Attached is a v2 of the patch, fixing some of the issues and unclear
points from the initial version.

The main improvement is that it implements writing only stats for the
requested database (set when sending inquiry). There's a dynamic array
of request - for each DB only the last request is kept.

I've done a number of changes - most importantly:

- added a stats_timestamp field to PgStat_StatDBEntry, keeping the last
write of the database (i.e. a per-database last_statwrite), which is
used to decide whether the file is stale or not

- handling of the 'permanent' flag correctly (used when starting or
stopping the cluster) for per-db files

- added a very simple header to the per-db files (basically just a
format ID and a timestamp) - this is needed for checking of the
timestamp of the last write from workers (although maybe we could
just read the pgstat.stat, which is now rather small)

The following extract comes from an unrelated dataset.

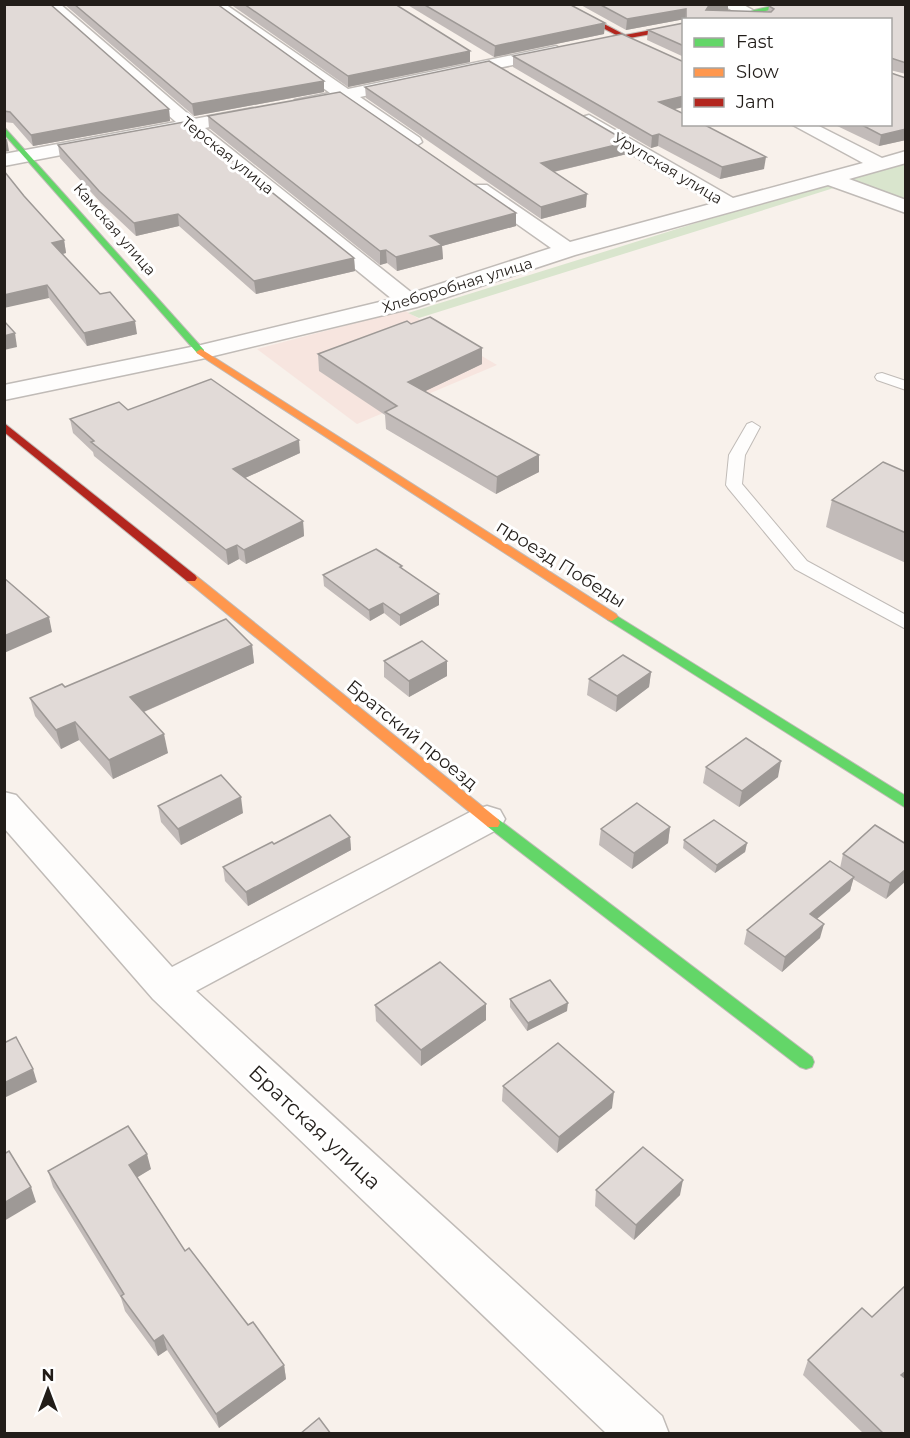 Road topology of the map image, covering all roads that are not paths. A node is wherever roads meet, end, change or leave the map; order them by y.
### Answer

- a 'force' parameter (true - write all databases, even if they weren't
specifically requested)

So with the exception of 'multi-schema' case (which was not the aim of
this effort), it should solve all the issues of the initial version.

There are two blocks of code dealing with clock glitches. I haven't
fixed those yet, but that can wait I guess. I've also left there some
logging I've used during development (printing inquiries and which file
is written and when).

The main unsolved problem I'm struggling with is what to do when a
database is dropped? Right now, the statfile remains in pg_stat_tmp
forewer (or until the restart) - is there a good way to remove the
file? I'm thinking about adding a message to be sent to the collector
from the code that handles DROP TABLE.

I've done some very simple performance testing - I've created 1000
databases with 1000 tables each, done ANALYZE on all of them. With only
autovacum running, I've seen this:

Without the patch
-----------------

%CPU %MEM TIME+ COMMAND
18 3.0 0:10.10 postgres: autovacuum launcher process
17 2.6 0:11.44 postgres: stats collector process

The I/O was seriously bogged down, doing ~150 MB/s (basically what the
drive can handle) - with less dbs, or when the statfiles are placed on
tmpfs filesystem, we usually see ~70% of one core doing just this.

With the patch
--------------

Then, the typical "top" for PostgreSQL processes looked like this:

%CPU %MEM TIME+ COMMAND
2 0.3 1:16.57 postgres: autovacuum launcher process
2 3.1 0:25.34 postgres: stats collector process

and the average write speed from the stats collector was ~3.5MB/s
(measured using iotop), and even when running the ANALYZE etc. I was
getting rather light IO usage (like ~15 MB/s or something).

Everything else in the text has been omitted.